I have many difficulties with the decisions the Financial Regulator has taken, especially on credit unions, but I take my hat off to Matthew Elderfield. It was left to him to stand up last week and do what the Government should have done when he ordered the banks to stop increasing variable interest rates. That is making the mortgage situation worse and it is penalising those on variable interest rates simply because the banks got it wrong on their trackers. There is no economic justice to what the banks are doing to people who are trying and struggling to pay off their mortgages.

I put the question to the Taoiseach some moments ago. Matthew Elderfield knows full well that he does not have the power to force the banks not to raise the variable interest rate. He can only cause disruption, for want of a better word, within the banking system and audit them and breathe down their necks. Today, the Irish Banking Federation refuted the order from Matthew Elderfield. However, he stated in an interview that if the banks did not respond, the Central Bank would not be found wanting and would go to the Government and call for the necessary legislation to be put in place. Given the indications from the Irish Banking Federation today, will the Minister at least state clearly that, if there is an increase in variable interest rates, which will make the situation worse, he will not be found wanting and will introduce immediate legislation to empower the Central Bank to put a cap on banks without undue delay? I call on the Minster to do this so that there will be no fear for the 200,000 mortgage holders who are trying to pay their mortgages. Some may be in distress already and others may not but all should be assured that regardless of what happens, the Government, the regulator and politicians are on their side and will ensure that the banks will no longer penalise them in this regard.

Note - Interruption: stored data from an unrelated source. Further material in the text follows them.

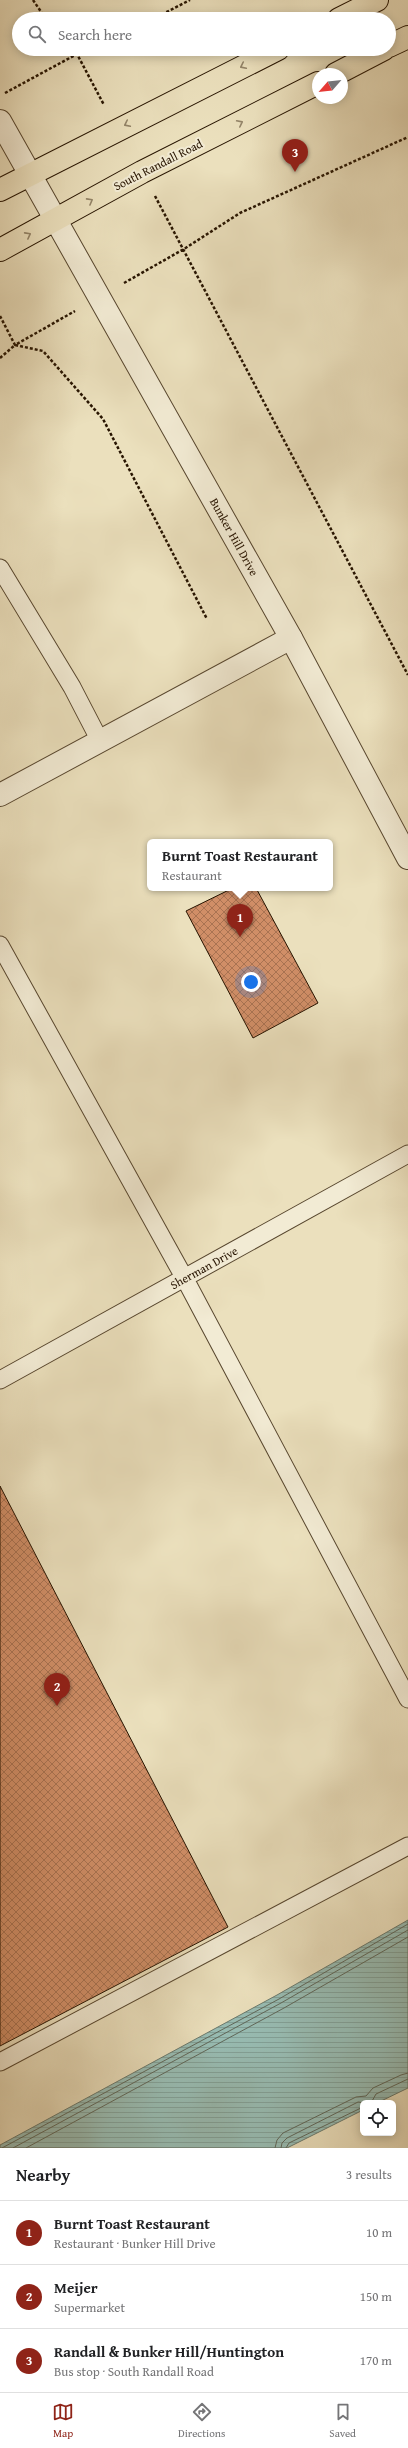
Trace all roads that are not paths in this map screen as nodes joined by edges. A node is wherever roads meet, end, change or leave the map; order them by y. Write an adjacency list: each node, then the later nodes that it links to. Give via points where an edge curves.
1 (377, 0): 2 (main road)
2 (353, 12)
3 (408, 37): 4 (main road)
4 (396, 43)
5 (264, 56): 10 (main road, one-way to 10)
6 (371, 56): 7 (main road)
7 (348, 68)
8 (312, 86): 12 (main road, South Randall Road, one-way to 8, via 142,172)
9 (0, 121): 10 (street, Bunker Hill Drive)
10 (30, 174): 11 (main road); 12 (street, Bunker Hill Drive)
11 (0, 190)
12 (56, 220): 13 (main road, South Randall Road, one-way to 12); 15 (street, Bunker Hill Drive)
13 (0, 250)
14 (0, 568): 16 (lane, via 72,687)
15 (291, 638): 16 (street); 18 (street, Bunker Hill Drive)
16 (100, 741): 17 (street)
17 (0, 795)
18 (408, 858)
19 (0, 945): 21 (lane)
20 (408, 1154): 21 (lane, Sherman Drive)
21 (185, 1279): 22 (lane, Sherman Drive); 23 (lane)
22 (0, 1380)
23 (408, 1699)
24 (408, 1846): 25 (lane)
25 (0, 2062)

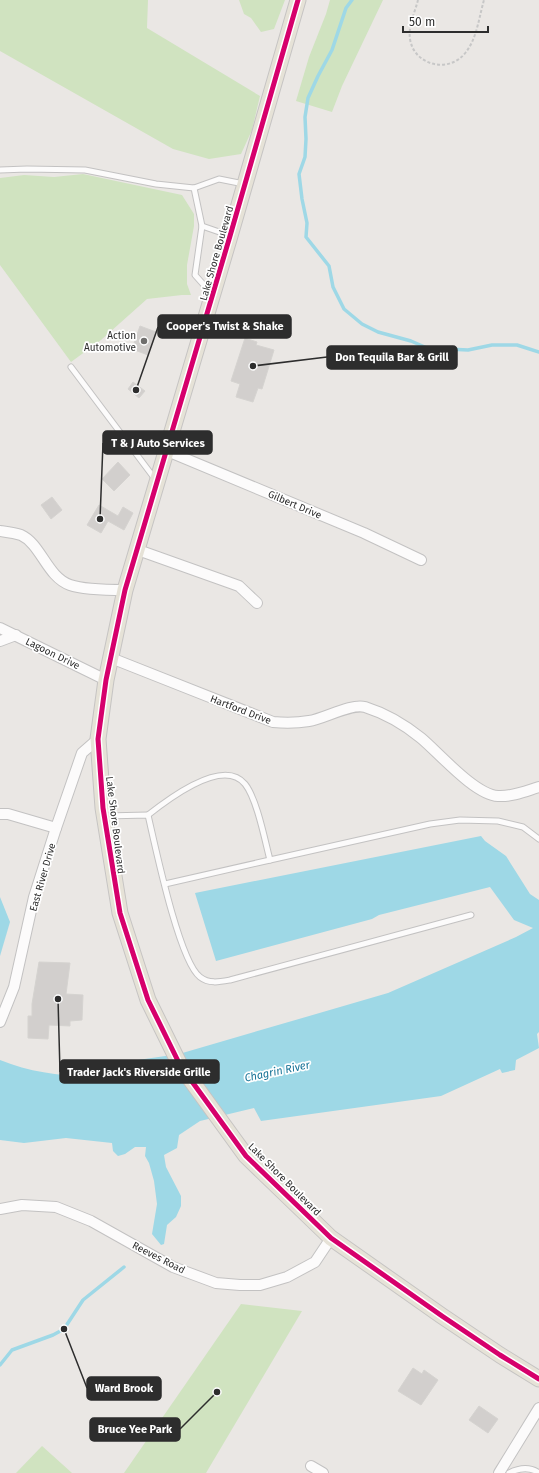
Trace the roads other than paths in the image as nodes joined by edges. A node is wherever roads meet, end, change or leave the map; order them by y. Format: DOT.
graph roads {
  1 [pos="298,0"];
  2 [pos="0,170"];
  3 [pos="245,184"];
  4 [pos="194,188"];
  5 [pos="202,226"];
  6 [pos="230,236"];
  7 [pos="213,295"];
  8 [pos="71,367"];
  9 [pos="167,451"];
  10 [pos="158,483"];
  11 [pos="0,531"];
  12 [pos="138,550"];
  13 [pos="422,560"];
  14 [pos="125,590"];
  15 [pos="256,603"];
  16 [pos="0,628"];
  17 [pos="16,635"];
  18 [pos="0,641"];
  19 [pos="111,658"];
  20 [pos="106,680"];
  21 [pos="98,739"];
  22 [pos="539,787"];
  23 [pos="0,814"];
  24 [pos="148,814"];
  25 [pos="104,817"];
  26 [pos="56,828"];
  27 [pos="539,839"];
  28 [pos="270,860"];
  29 [pos="165,884"];
  30 [pos="471,915"];
  31 [pos="0,1022"];
  32 [pos="0,1209"];
  33 [pos="331,1238"];
  34 [pos="539,1379"];
  35 [pos="539,1408"];
  36 [pos="311,1466"];
  37 [pos="324,1473"];
  38 [pos="500,1473"];
  39 [pos="509,1473"];
  40 [pos="539,1473"];
  1 -- 3 [label="main road, Lake Shore Boulevard"];
  2 -- 4 [label="lane"];
  3 -- 4 [label="lane"];
  3 -- 6 [label="main road, Lake Shore Boulevard"];
  4 -- 5 [label="lane"];
  5 -- 6 [label="lane"];
  5 -- 7 [label="lane"];
  6 -- 7 [label="main road, Lake Shore Boulevard"];
  7 -- 9 [label="main road, Lake Shore Boulevard"];
  8 -- 10 [label="lane"];
  9 -- 10 [label="main road, Lake Shore Boulevard"];
  9 -- 13 [label="street, Gilbert Drive"];
  10 -- 12 [label="main road, Lake Shore Boulevard"];
  11 -- 14 [label="street"];
  12 -- 14 [label="main road, Lake Shore Boulevard"];
  12 -- 15 [label="street"];
  14 -- 19 [label="main road, Lake Shore Boulevard"];
  16 -- 17 [label="street"];
  17 -- 18 [label="street, Lagoon Drive"];
  17 -- 20 [label="street, Lagoon Drive"];
  19 -- 20 [label="main road, Lake Shore Boulevard"];
  19 -- 22 [label="street, Hartford Drive"];
  20 -- 21 [label="main road, Lake Shore Boulevard"];
  21 -- 25 [label="main road, Lake Shore Boulevard"];
  21 -- 26 [label="street, East River Drive"];
  23 -- 26 [label="street"];
  24 -- 25 [label="lane"];
  24 -- 28 [label="lane"];
  24 -- 29 [label="lane"];
  25 -- 33 [label="main road, Lake Shore Boulevard"];
  26 -- 31 [label="street, East River Drive"];
  27 -- 28 [label="lane"];
  28 -- 29 [label="lane"];
  29 -- 30 [label="lane"];
  32 -- 33 [label="street, Reeves Road"];
  33 -- 34 [label="main road, Lake Shore Boulevard"];
  35 -- 38 [label="street"];
  36 -- 37 [label="street"];
  39 -- 40 [label="lane"];
}
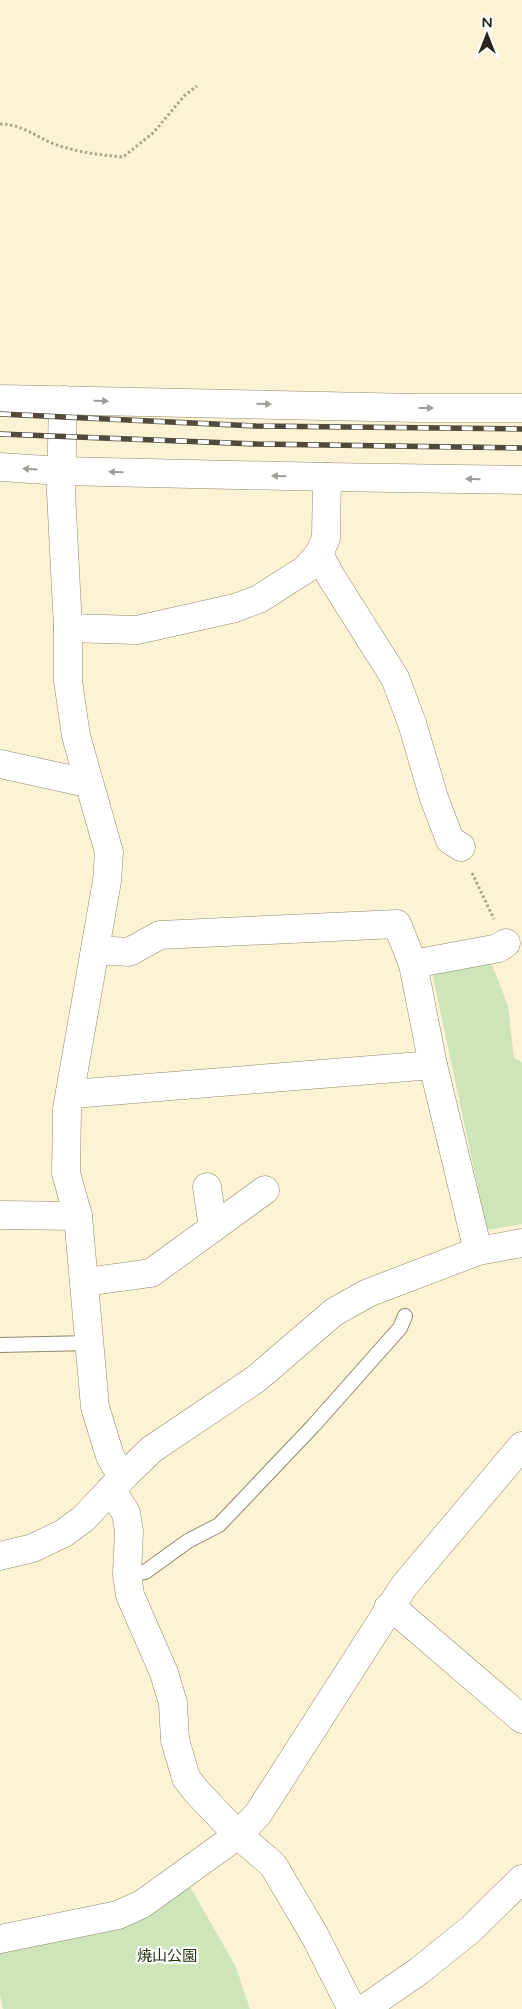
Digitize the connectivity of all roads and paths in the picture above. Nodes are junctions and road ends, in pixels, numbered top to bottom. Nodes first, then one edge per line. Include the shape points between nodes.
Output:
1 (197, 86) dead end
2 (0, 124) edge
3 (3, 395) edge
4 (63, 400) junction
5 (522, 408) edge
6 (0, 468) edge
7 (61, 471) junction
8 (327, 477) junction
9 (522, 480) edge
10 (320, 554) junction
11 (68, 628) junction
12 (0, 764) edge
13 (88, 780) junction
14 (461, 847) joint
15 (506, 943) joint
16 (95, 950) junction
17 (413, 964) junction
18 (433, 1065) junction
19 (70, 1093) junction
20 (208, 1188) dead end
21 (265, 1190) dead end
22 (0, 1216) edge
23 (78, 1216) junction
24 (213, 1228) junction
25 (522, 1243) edge
26 (478, 1251) junction
27 (85, 1282) junction
28 (405, 1316) dead end
29 (90, 1342) junction
30 (0, 1344) edge
31 (522, 1446) edge
32 (118, 1481) junction
33 (0, 1556) edge
34 (127, 1574) junction
35 (388, 1608) junction
36 (522, 1719) edge
37 (238, 1835) junction
38 (522, 1879) edge
39 (0, 1938) edge
40 (352, 2009) edge
41 (364, 2009) edge

1 - 2 path via 185,95 153,133 123,157 85,154 13,124
3 - 4 street
4 -> 5 street
4 - 7 street
7 -> 6 street
8 -> 7 street
7 - 11 street
9 -> 8 street
8 - 10 street via 326,538
10 - 11 street via 306,569 259,599 235,608 137,630
10 - 14 street via 395,678 450,840
11 - 13 street via 68,681 76,736
12 - 13 street
13 - 16 street via 109,852 108,881
14 - 15 path
15 - 17 street via 498,948
16 - 17 street via 129,952 160,935 397,924
16 - 19 street
17 - 18 street
18 - 19 street
18 - 26 street
19 - 23 street via 66,1173
20 - 24 street
21 - 24 street
22 - 23 street
23 - 27 street
24 - 27 street via 151,1272
25 - 26 street
26 - 32 street via 368,1293 334,1312 256,1379 152,1449
27 - 29 street
28 - 34 lane via 400,1328 314,1425 219,1525 188,1541 146,1572
29 - 30 lane
29 - 32 street via 95,1407
31 - 35 street
32 - 33 street via 83,1519 64,1533 34,1548
32 - 34 street via 129,1531
34 - 37 street via 130,1595 167,1681 173,1703 174,1740 186,1778
35 - 36 street via 402,1616
35 - 37 street via 258,1814
37 - 39 street via 142,1904 118,1915
37 - 40 street via 273,1865 315,1936
38 - 41 street via 464,1935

The programme for Government committed the Government to increasing mortgage interest relief to 30% for first-time buyers who bought between 2004 and 2008. It committed to introducing a two-year moratorium on the repossession of modest family homes where a family is making an honest effort to pay their mortgage. It promised to fast-track personal bankruptcy reform, to convert the Money Advice and Budgeting Service, MABS, into a strengthened personal debt management agency with strong legal powers and to make greater use of mortgage interest supplements to support families who cannot meet their mortgage payments. Months after taking office, however, no action has been taken to date on any these commitments.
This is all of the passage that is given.